Personal information
- Born: Namiq Quliyev 13 February 1974 (age 52) Beylagan, Azerbaijan SSR, Soviet Union

Chess career
- Country: Azerbaijan
- Title: Grandmaster (2005)
- FIDE rating: 2444 (July 2026)
- Peak rating: 2590 (April 2007)

= Namig Guliyev =

Azerbaijani chess grandmaster (born 1974)

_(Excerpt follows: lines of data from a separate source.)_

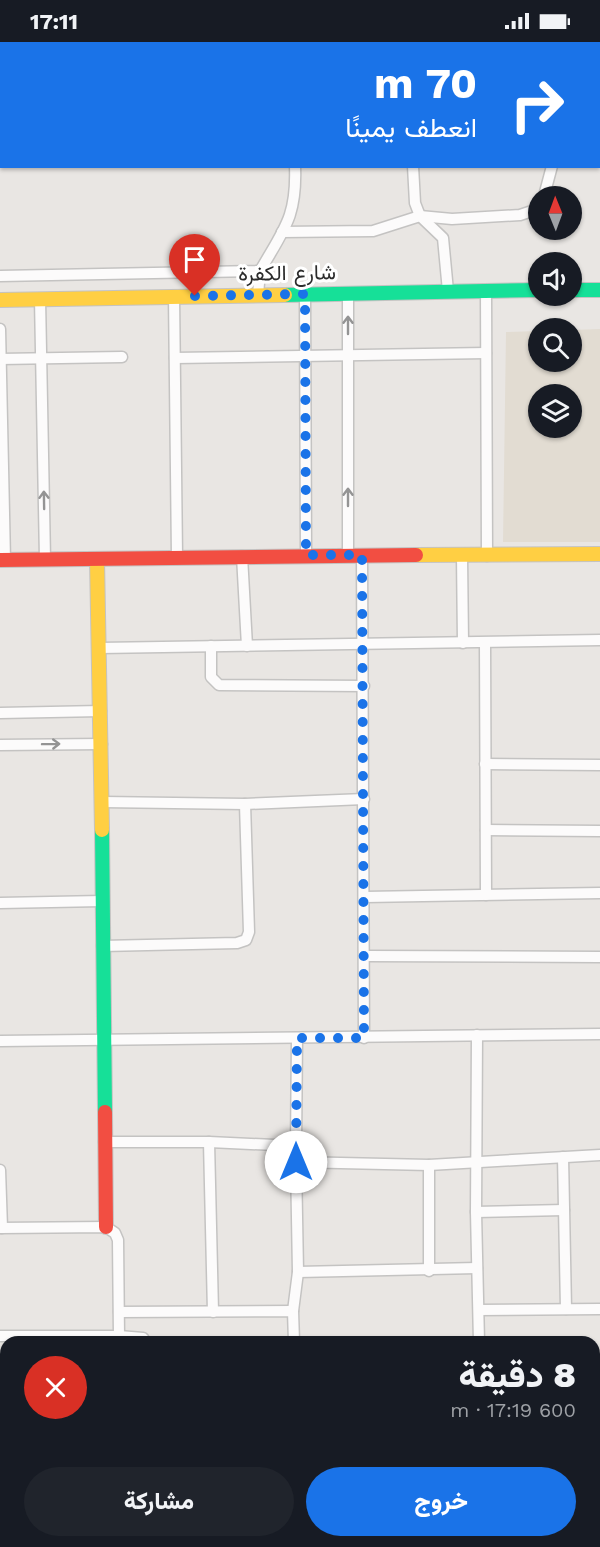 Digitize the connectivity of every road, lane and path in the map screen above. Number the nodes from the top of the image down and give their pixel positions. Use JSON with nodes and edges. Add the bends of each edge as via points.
{"nodes":[{"id":1,"x":295,"y":168,"type":"edge"},
{"id":2,"x":413,"y":168,"type":"edge"},
{"id":3,"x":551,"y":168,"type":"edge"},
{"id":4,"x":547,"y":186,"type":"edge"},
{"id":5,"x":528,"y":212,"type":"edge"},
{"id":6,"x":420,"y":216,"type":"junction"},
{"id":7,"x":282,"y":232,"type":"junction"},
{"id":8,"x":260,"y":271,"type":"junction"},
{"id":9,"x":0,"y":276,"type":"edge"},
{"id":10,"x":486,"y":290,"type":"junction"},
{"id":11,"x":528,"y":290,"type":"edge"},
{"id":12,"x":582,"y":290,"type":"edge"},
{"id":13,"x":448,"y":291,"type":"junction"},
{"id":14,"x":600,"y":291,"type":"edge"},
{"id":15,"x":348,"y":293,"type":"junction"},
{"id":16,"x":305,"y":294,"type":"junction"},
{"id":17,"x":258,"y":295,"type":"junction"},
{"id":18,"x":174,"y":297,"type":"junction"},
{"id":19,"x":40,"y":299,"type":"junction"},
{"id":20,"x":0,"y":300,"type":"edge"},
{"id":21,"x":0,"y":329,"type":"edge"},
{"id":22,"x":486,"y":353,"type":"junction"},
{"id":23,"x":41,"y":357,"type":"junction"},
{"id":24,"x":122,"y":357,"type":"dead end"},
{"id":25,"x":348,"y":357,"type":"junction"},
{"id":26,"x":175,"y":358,"type":"junction"},
{"id":27,"x":306,"y":358,"type":"junction"},
{"id":28,"x":1,"y":359,"type":"edge"},
{"id":29,"x":600,"y":554,"type":"edge"},
{"id":30,"x":306,"y":555,"type":"junction"},
{"id":31,"x":355,"y":555,"type":"junction"},
{"id":32,"x":242,"y":556,"type":"junction"},
{"id":33,"x":462,"y":556,"type":"junction"},
{"id":34,"x":487,"y":556,"type":"junction"},
{"id":35,"x":177,"y":557,"type":"junction"},
{"id":36,"x":45,"y":559,"type":"junction"},
{"id":37,"x":97,"y":559,"type":"junction"},
{"id":38,"x":3,"y":560,"type":"edge"},
{"id":39,"x":600,"y":640,"type":"edge"},
{"id":40,"x":463,"y":643,"type":"junction"},
{"id":41,"x":485,"y":643,"type":"junction"},
{"id":42,"x":362,"y":644,"type":"junction"},
{"id":43,"x":210,"y":646,"type":"junction"},
{"id":44,"x":247,"y":646,"type":"junction"},
{"id":45,"x":100,"y":648,"type":"junction"},
{"id":46,"x":364,"y":686,"type":"junction"},
{"id":47,"x":101,"y":711,"type":"junction"},
{"id":48,"x":0,"y":713,"type":"edge"},
{"id":49,"x":102,"y":744,"type":"junction"},
{"id":50,"x":0,"y":745,"type":"edge"},
{"id":51,"x":485,"y":764,"type":"junction"},
{"id":52,"x":600,"y":765,"type":"edge"},
{"id":53,"x":364,"y":799,"type":"junction"},
{"id":54,"x":103,"y":802,"type":"junction"},
{"id":55,"x":245,"y":804,"type":"junction"},
{"id":56,"x":486,"y":830,"type":"junction"},
{"id":57,"x":600,"y":831,"type":"edge"},
{"id":58,"x":600,"y":893,"type":"edge"},
{"id":59,"x":486,"y":895,"type":"junction"},
{"id":60,"x":365,"y":897,"type":"junction"},
{"id":61,"x":102,"y":901,"type":"junction"},
{"id":62,"x":0,"y":903,"type":"edge"},
{"id":63,"x":102,"y":946,"type":"junction"},
{"id":64,"x":366,"y":956,"type":"junction"},
{"id":65,"x":600,"y":957,"type":"edge"},
{"id":66,"x":600,"y":1034,"type":"edge"},
{"id":67,"x":477,"y":1035,"type":"junction"},
{"id":68,"x":297,"y":1038,"type":"junction"},
{"id":69,"x":364,"y":1038,"type":"junction"},
{"id":70,"x":102,"y":1039,"type":"junction"},
{"id":71,"x":0,"y":1041,"type":"edge"},
{"id":72,"x":104,"y":1142,"type":"junction"},
{"id":73,"x":209,"y":1142,"type":"junction"},
{"id":74,"x":296,"y":1146,"type":"junction"},
{"id":75,"x":600,"y":1155,"type":"edge"},
{"id":76,"x":563,"y":1157,"type":"junction"},
{"id":77,"x":296,"y":1162,"type":"junction"},
{"id":78,"x":477,"y":1162,"type":"junction"},
{"id":79,"x":429,"y":1165,"type":"junction"},
{"id":80,"x":0,"y":1170,"type":"edge"},
{"id":81,"x":564,"y":1210,"type":"junction"},
{"id":82,"x":476,"y":1212,"type":"junction"},
{"id":83,"x":106,"y":1227,"type":"junction"},
{"id":84,"x":1,"y":1228,"type":"edge"},
{"id":85,"x":477,"y":1268,"type":"junction"},
{"id":86,"x":429,"y":1271,"type":"junction"},
{"id":87,"x":298,"y":1272,"type":"junction"},
{"id":88,"x":566,"y":1309,"type":"junction"},
{"id":89,"x":600,"y":1309,"type":"edge"},
{"id":90,"x":479,"y":1310,"type":"junction"},
{"id":91,"x":292,"y":1311,"type":"junction"},
{"id":92,"x":119,"y":1312,"type":"junction"},
{"id":93,"x":213,"y":1312,"type":"junction"},
{"id":94,"x":119,"y":1336,"type":"edge"},
{"id":95,"x":294,"y":1336,"type":"edge"},
{"id":96,"x":479,"y":1336,"type":"edge"}],
"edges":[{"from":1,"to":7,"type":"street","via":[[296,196]]},
{"from":2,"to":6,"type":"street","via":[[415,203]]},
{"from":3,"to":4,"type":"street"},
{"from":5,"to":6,"type":"street","via":[[452,219]]},
{"from":6,"to":7,"type":"street","via":[[373,231]]},
{"from":6,"to":13,"type":"street","via":[[443,238]]},
{"from":7,"to":8,"type":"street"},
{"from":8,"to":9,"type":"street"},
{"from":8,"to":17,"type":"street"},
{"from":10,"to":11,"type":"street","name":"شارع الكفرة"},
{"from":10,"to":13,"type":"street","name":"شارع الكفرة"},
{"from":10,"to":22,"type":"street"},
{"from":12,"to":14,"type":"street"},
{"from":13,"to":15,"type":"street","name":"شارع الكفرة"},
{"from":15,"to":16,"type":"street","name":"شارع الكفرة"},
{"from":25,"to":15,"type":"street","one_way":true},
{"from":16,"to":17,"type":"street","name":"شارع الكفرة"},
{"from":16,"to":27,"type":"street"},
{"from":17,"to":18,"type":"street","name":"شارع الكفرة"},
{"from":18,"to":19,"type":"street","name":"شارع الكفرة"},
{"from":18,"to":26,"type":"street"},
{"from":19,"to":20,"type":"street","name":"شارع الكفرة"},
{"from":19,"to":23,"type":"street"},
{"from":21,"to":28,"type":"street"},
{"from":22,"to":25,"type":"street"},
{"from":22,"to":34,"type":"street"},
{"from":23,"to":24,"type":"street"},
{"from":23,"to":28,"type":"street"},
{"from":36,"to":23,"type":"street","one_way":true},
{"from":25,"to":27,"type":"street"},
{"from":31,"to":25,"type":"street","one_way":true},
{"from":26,"to":27,"type":"street"},
{"from":26,"to":35,"type":"street"},
{"from":27,"to":30,"type":"street"},
{"from":28,"to":38,"type":"street"},
{"from":29,"to":34,"type":"street"},
{"from":30,"to":31,"type":"street"},
{"from":30,"to":32,"type":"street"},
{"from":31,"to":33,"type":"street"},
{"from":31,"to":42,"type":"street"},
{"from":32,"to":35,"type":"street"},
{"from":32,"to":44,"type":"street"},
{"from":33,"to":34,"type":"street"},
{"from":33,"to":40,"type":"street"},
{"from":35,"to":37,"type":"street"},
{"from":36,"to":37,"type":"street"},
{"from":36,"to":38,"type":"street"},
{"from":37,"to":45,"type":"street"},
{"from":39,"to":41,"type":"street"},
{"from":40,"to":41,"type":"street"},
{"from":40,"to":42,"type":"street"},
{"from":41,"to":51,"type":"street"},
{"from":42,"to":44,"type":"street"},
{"from":42,"to":46,"type":"street"},
{"from":43,"to":44,"type":"street"},
{"from":43,"to":45,"type":"street"},
{"from":43,"to":46,"type":"street","via":[[211,677],[219,685]]},
{"from":45,"to":47,"type":"street"},
{"from":46,"to":53,"type":"street"},
{"from":47,"to":48,"type":"street"},
{"from":47,"to":49,"type":"street"},
{"from":50,"to":49,"type":"street","one_way":true},
{"from":49,"to":54,"type":"street"},
{"from":51,"to":52,"type":"street"},
{"from":51,"to":56,"type":"street"},
{"from":53,"to":55,"type":"street"},
{"from":53,"to":60,"type":"street"},
{"from":54,"to":55,"type":"street"},
{"from":54,"to":61,"type":"street"},
{"from":55,"to":63,"type":"street","via":[[249,932],[246,940]]},
{"from":56,"to":57,"type":"street"},
{"from":56,"to":59,"type":"street"},
{"from":58,"to":59,"type":"street"},
{"from":59,"to":60,"type":"street"},
{"from":60,"to":64,"type":"street"},
{"from":61,"to":62,"type":"street"},
{"from":61,"to":63,"type":"street"},
{"from":63,"to":70,"type":"street"},
{"from":64,"to":65,"type":"street"},
{"from":64,"to":69,"type":"street"},
{"from":66,"to":67,"type":"street"},
{"from":67,"to":69,"type":"street"},
{"from":67,"to":78,"type":"street"},
{"from":68,"to":69,"type":"street"},
{"from":68,"to":70,"type":"street"},
{"from":68,"to":74,"type":"street"},
{"from":70,"to":71,"type":"street"},
{"from":70,"to":72,"type":"street"},
{"from":72,"to":73,"type":"street"},
{"from":72,"to":83,"type":"street"},
{"from":73,"to":74,"type":"street"},
{"from":73,"to":93,"type":"street"},
{"from":74,"to":77,"type":"street"},
{"from":75,"to":76,"type":"street"},
{"from":76,"to":78,"type":"street"},
{"from":76,"to":81,"type":"street"},
{"from":77,"to":79,"type":"street"},
{"from":77,"to":87,"type":"street"},
{"from":78,"to":79,"type":"street"},
{"from":78,"to":82,"type":"street"},
{"from":79,"to":86,"type":"street"},
{"from":80,"to":84,"type":"street"},
{"from":81,"to":82,"type":"street"},
{"from":81,"to":88,"type":"street"},
{"from":82,"to":85,"type":"street"},
{"from":83,"to":84,"type":"street"},
{"from":83,"to":92,"type":"street","via":[[118,1240]]},
{"from":85,"to":86,"type":"street"},
{"from":85,"to":90,"type":"street"},
{"from":86,"to":87,"type":"street"},
{"from":87,"to":91,"type":"street"},
{"from":88,"to":89,"type":"street"},
{"from":88,"to":90,"type":"street"},
{"from":90,"to":96,"type":"street"},
{"from":91,"to":93,"type":"street"},
{"from":91,"to":95,"type":"street"},
{"from":92,"to":93,"type":"street"},
{"from":92,"to":94,"type":"street"}]}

Namig Guliyev (Namiq Quliyev; born 13 February 1974) is an Azerbaijani chess player. He holds the title of Grandmaster, which FIDE awarded him in 2005.

==Career==
In 2003 Guliyev came in first at Bischwiller. In 2005, he tied for 1st–4th places with Oleg Korneev, Andrei Sokolov and Azer Mirzoev at Béthune. In 2009, Guliyev tied for 1st–3rd with Friso Nijboer and Adam Horvath at Metz. In 2010, tied for 1st–3rd with Valentin Panbukchian and Vladimir Malaniuk at Malakoff. In 2012, he won the Open of Plancoët. Guliyev tied for first place with Miguoel Admiraal, Sergey Fedorchuk, Maxime Lagarde and Jules Moussard in the Cappelle-la-Grande Open in 2019.

He played for team Azerbaijan in the Chess Olympiads of 1994, 2006 and 2016.

He has been an active Twitch streamer since 2020, streaming online chess games.